Cavan Monaghan Sinn Féin TD, Matt Carthy, has welcomed the fact that the government has supported the passage through the Dáil of a Sinn Féin Bill aimed at preserving the Moore Street area of Dublin, regarded as a key cultural site in light of its connections to the Easter Rising.


Speaking during the Dáil debate on the legislation, tabled by his Sinn Féin colleague, Deputy Carthy lamented that successive governments had allowed this historically important site from entering into the ownership of British speculators and developers.


Deputy Carthy said:


“The Moore Street district is incredibly important to our revolutionary history, culture and heritage as a nation.  It is a place that holds much pride for many across the thirty-two Counties of and many Irish across the globe.  Moore Street is where five of the great leaders of the 1916 Easter Rising met for the last time.


“The district should long have been a national monument. That it was not is in many ways symbolic of the attitude of successive Governments to the ideals of Easter week and the legacy of the great leaders of that period.


“That it was even possible for a property consortium to acquire large tracts of land and buildings in the area with the intention of large-scale demolition and commercial construction is telling.  That the developers enjoyed the connivance of Governments and city councils is shameful.


“To add insult to injury, when large parts of the property ended up in State ownership via the National Asset Management Agency, NAMA, the State failed to recognise its previous failures and the sites were fire sold to another large British commercial shopping mall chain. The intention is for a large shopping centre to be built on this historic location.


“Thankfully, due to the diligent efforts of the relatives of the Rising’s leaders as well as other campaigners, this obscenity has not yet come to pass.


“Thanks to Deputy Ó Snodaigh’s legislation, which I commend him for, the House can preserve and revitalise the historic 1916 Moore Street quarter and ensure that the State no longer allows this important part of our heritage to be dispensed for corporate greed.


“As such, this is an important opportunity that we should all grasp.

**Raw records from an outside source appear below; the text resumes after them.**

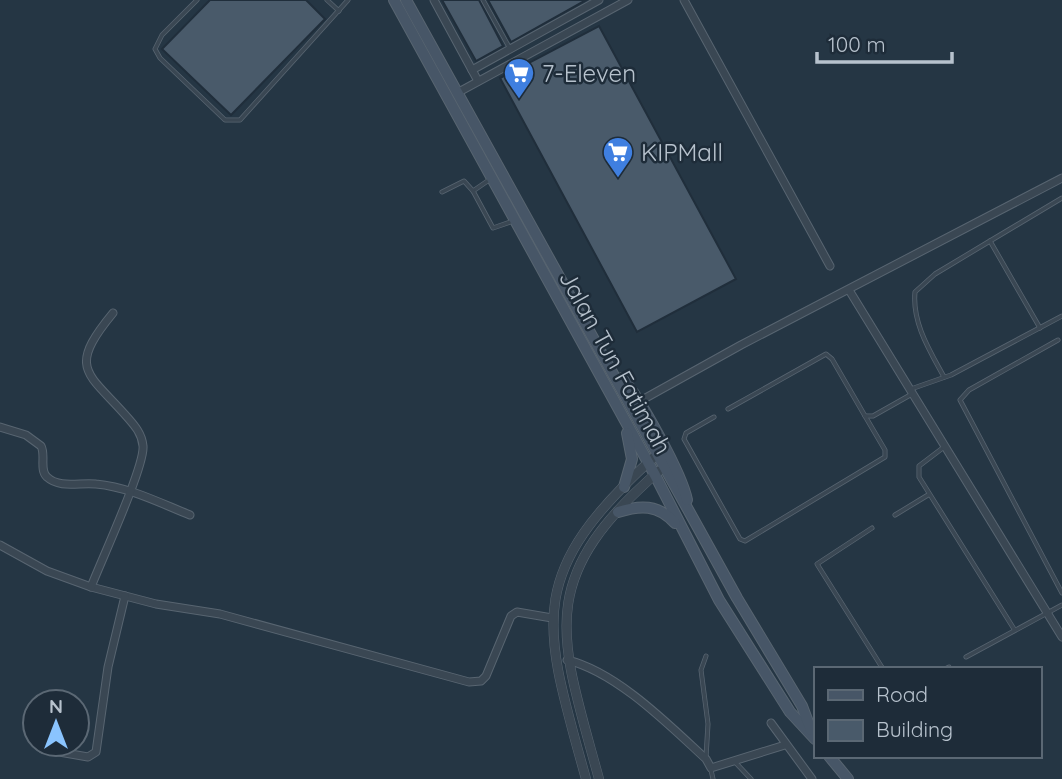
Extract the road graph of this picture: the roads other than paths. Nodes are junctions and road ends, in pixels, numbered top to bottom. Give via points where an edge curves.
1 (197, 0) edge
2 (327, 0) edge
3 (348, 0) edge
4 (394, 0) edge
5 (406, 0) edge
6 (434, 0) edge
7 (483, 0) edge
8 (599, 0) edge
9 (628, 0) edge
10 (684, 0) edge
11 (339, 11) junction
12 (510, 49) junction
13 (472, 70) junction
14 (478, 82) junction
15 (457, 93) junction
16 (1062, 178) edge
17 (491, 179) junction
18 (473, 191) junction
19 (442, 192) dead end
20 (1062, 198) edge
21 (515, 220) junction
22 (990, 241) junction
23 (830, 267) dead end
24 (849, 290) junction
25 (113, 313) dead end
26 (1062, 316) edge
27 (1040, 328) junction
28 (1058, 340) dead end
29 (615, 375) junction
30 (944, 377) junction
31 (913, 391) junction
32 (642, 400) junction
33 (728, 409) dead end
34 (622, 416) junction
35 (865, 416) junction
36 (714, 417) dead end
37 (0, 427) edge
38 (945, 446) junction
39 (652, 459) junction
40 (659, 471) junction
41 (624, 487) junction
42 (128, 491) junction
43 (928, 495) junction
44 (688, 510) junction
45 (618, 512) junction
46 (190, 515) dead end
47 (895, 515) dead end
48 (872, 528) dead end
49 (682, 530) junction
50 (0, 545) edge
51 (91, 587) junction
52 (1062, 593) edge
53 (125, 596) junction
54 (1062, 605) edge
55 (1047, 614) junction
56 (552, 618) junction
57 (1014, 629) junction
58 (1062, 637) edge
59 (706, 656) dead end
60 (966, 657) dead end
61 (567, 660) junction
62 (882, 667) edge
63 (771, 723) dead end
64 (814, 738) edge
65 (785, 745) junction
66 (91, 755) edge
67 (831, 758) edge
68 (706, 759) junction
69 (734, 761) junction
70 (711, 768) junction
71 (586, 779) edge
72 (599, 779) edge
73 (713, 779) edge
74 (751, 779) edge
75 (812, 779) edge
76 (848, 779) edge

1 - 11 lane via 162,35 155,49 225,120 232,121 240,120
2 - 11 lane
3 - 11 lane
4 - 17 main road, Jalan Tun Fatimah
5 - 15 main road, Jalan Tun Fatimah
6 - 13 street
7 - 12 lane
8 - 12 street
9 - 14 street
10 - 23 street
12 - 13 street
13 - 14 street
14 - 15 street
15 - 29 main road, Jalan Tun Fatimah
16 - 24 street
17 - 18 lane
17 - 21 main road, Jalan Tun Fatimah
18 - 19 lane via 459,181
18 - 21 lane via 493,228
20 - 22 lane
21 - 34 main road, Jalan Tun Fatimah
22 - 27 lane
22 - 30 lane via 935,274 915,292 914,307 923,335
24 - 31 street
24 - 32 street
25 - 42 street via 91,344 86,370 91,382 141,435 141,460
26 - 27 lane
27 - 30 lane
28 - 52 lane via 969,390 960,400
29 - 32 main road
29 - 39 main road, Jalan Tun Fatimah
30 - 31 lane
31 - 35 lane via 873,416
31 - 38 street
32 - 44 main road via 644,412 679,475
33 - 35 lane via 826,354
34 - 39 main road, Jalan Tun Fatimah
34 - 41 main road via 632,459
35 - 36 lane via 885,457 745,541 740,540 684,439 686,433
37 - 42 street via 26,435 41,446 46,477
38 - 43 lane via 917,471
38 - 55 street
39 - 40 main road, Jalan Tun Fatimah
39 - 41 street
40 - 44 main road, Jalan Tun Fatimah
40 - 45 street
40 - 49 main road, Jalan Tun Fatimah
41 - 56 street via 571,552
42 - 46 street
42 - 51 street
43 - 47 lane
43 - 57 lane
44 - 64 main road, Jalan Tun Fatimah via 802,706
45 - 49 main road via 653,507
45 - 61 street via 586,554 572,582 565,613
48 - 62 lane via 817,564
49 - 64 main road, Jalan Tun Fatimah via 719,600 789,712
50 - 51 street via 47,571
51 - 53 street
53 - 56 street via 220,614 475,682 486,676 511,616 517,612
53 - 66 street via 108,667 96,752
54 - 55 lane
55 - 57 lane
55 - 58 street
56 - 71 street via 555,661
57 - 60 lane
59 - 68 lane via 701,670 708,724
61 - 68 street via 595,670 642,703
61 - 72 street
63 - 65 street
65 - 69 street
65 - 75 street
67 - 76 main road
68 - 70 street
69 - 70 street
69 - 74 lane
70 - 73 lane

“We should always remember with pride those who fought and died for Irish freedom and independence”.


Speaking after the debate Deputy Carthy welcomed the fact that the government had supported the passage of the legislation through to the next stage.  “It is incumbent” he said “that there are no barriers placed in the way of this legislation progressing through all order stages and being made law.”


Easter Commemoration goes online


Meanwhile, Matt Carthy confirmed this week that, in line with public health restrictions, the annual Co. Monaghan Sinn Féin Easter Rising Commemoration will take place online.


Deputy Carthy said:  “Unfortunately, for the second year running, the annual Easter Rising commemoration cannot take place in the traditional format.


“Instead, once again the commemoration will take place virtually and will be broadcast on Facebook and Youtube.  Regardless of the restrictions it is always important that we remember our fallen patriots and the ideals for which they fought and died.


“I am delighted that County Monaghan Sinn Féin will host a fitting tribute and I encourage people of all ages to watch and share online this weekend”.